From 0000000000000000000000000000000000000000 Mon Sep 17 00:00:00 2001
From: Brian Delwiche <delwiche@google.com>
Date: Tue, 27 Sep 2022 22:05:08 +0000
Subject: [PATCH] Add bounds check in avdt_scb_act.cc

Bug: 242535997
Test: BT unit tests, validated against researcher POC
Tag: #security
Ignore-AOSP-First: Security
Change-Id: I3b982e5d447cb98ad269b3da3d7d591819b2e4e4
(cherry picked from commit eca4a3cdb0da240496341f546a57397434ec85dd)

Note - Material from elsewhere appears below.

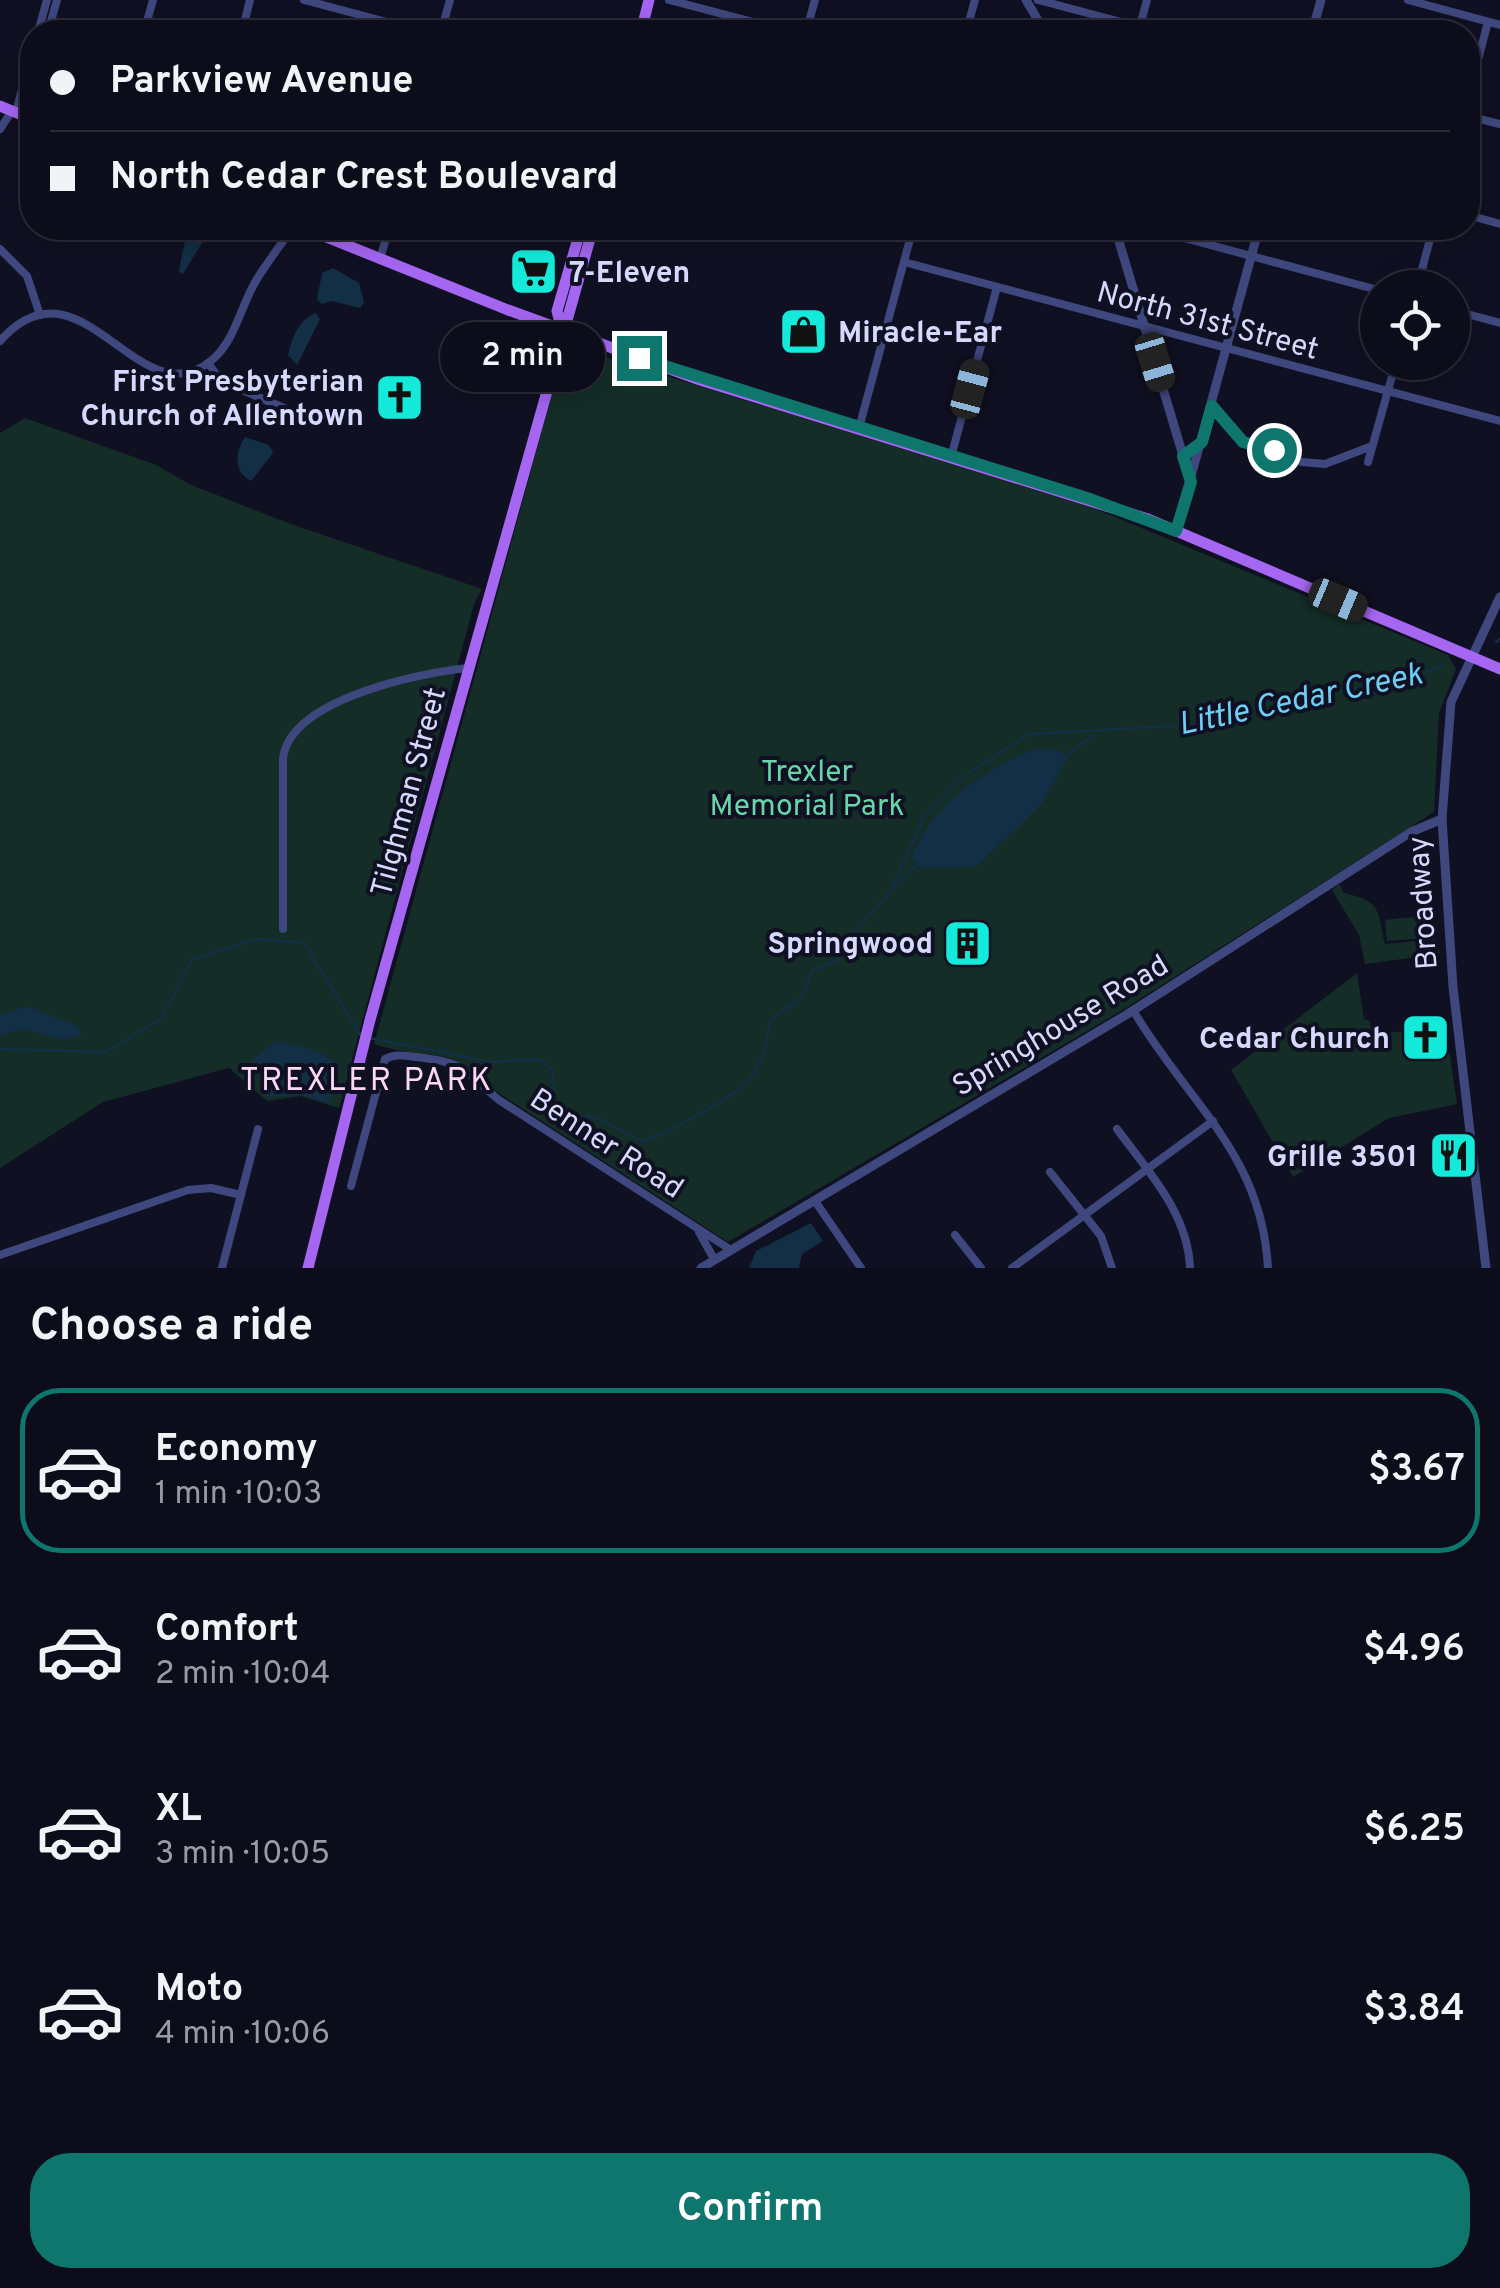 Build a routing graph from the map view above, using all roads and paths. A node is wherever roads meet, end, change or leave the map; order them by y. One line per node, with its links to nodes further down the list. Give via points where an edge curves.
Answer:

Merged-In: I3b982e5d447cb98ad269b3da3d7d591819b2e4e4
---
 stack/avdt/avdt_scb_act.cc | 5 +++++
 1 file changed, 5 insertions(+)

diff --git a/stack/avdt/avdt_scb_act.cc b/stack/avdt/avdt_scb_act.cc
index 5e0e98d80..ea9c0bceb 100644
--- a/stack/avdt/avdt_scb_act.cc
+++ b/stack/avdt/avdt_scb_act.cc
@@ -957,6 +957,11 @@ void avdt_scb_hdl_write_req(tAVDT_SCB* p_scb, tAVDT_SCB_EVT* p_data) {
 
   /* Build a media packet, and add an RTP header if required. */
   if (add_rtp_header) {
+    if (p_data->apiwrite.p_buf->offset < AVDT_MEDIA_HDR_SIZE) {
+      android_errorWriteWithInfoLog(0x534e4554, "242535997", -1, NULL, 0);
+      return;
+    }
+
     ssrc = avdt_scb_gen_ssrc(p_scb);
 
     p_data->apiwrite.p_buf->len += AVDT_MEDIA_HDR_SIZE;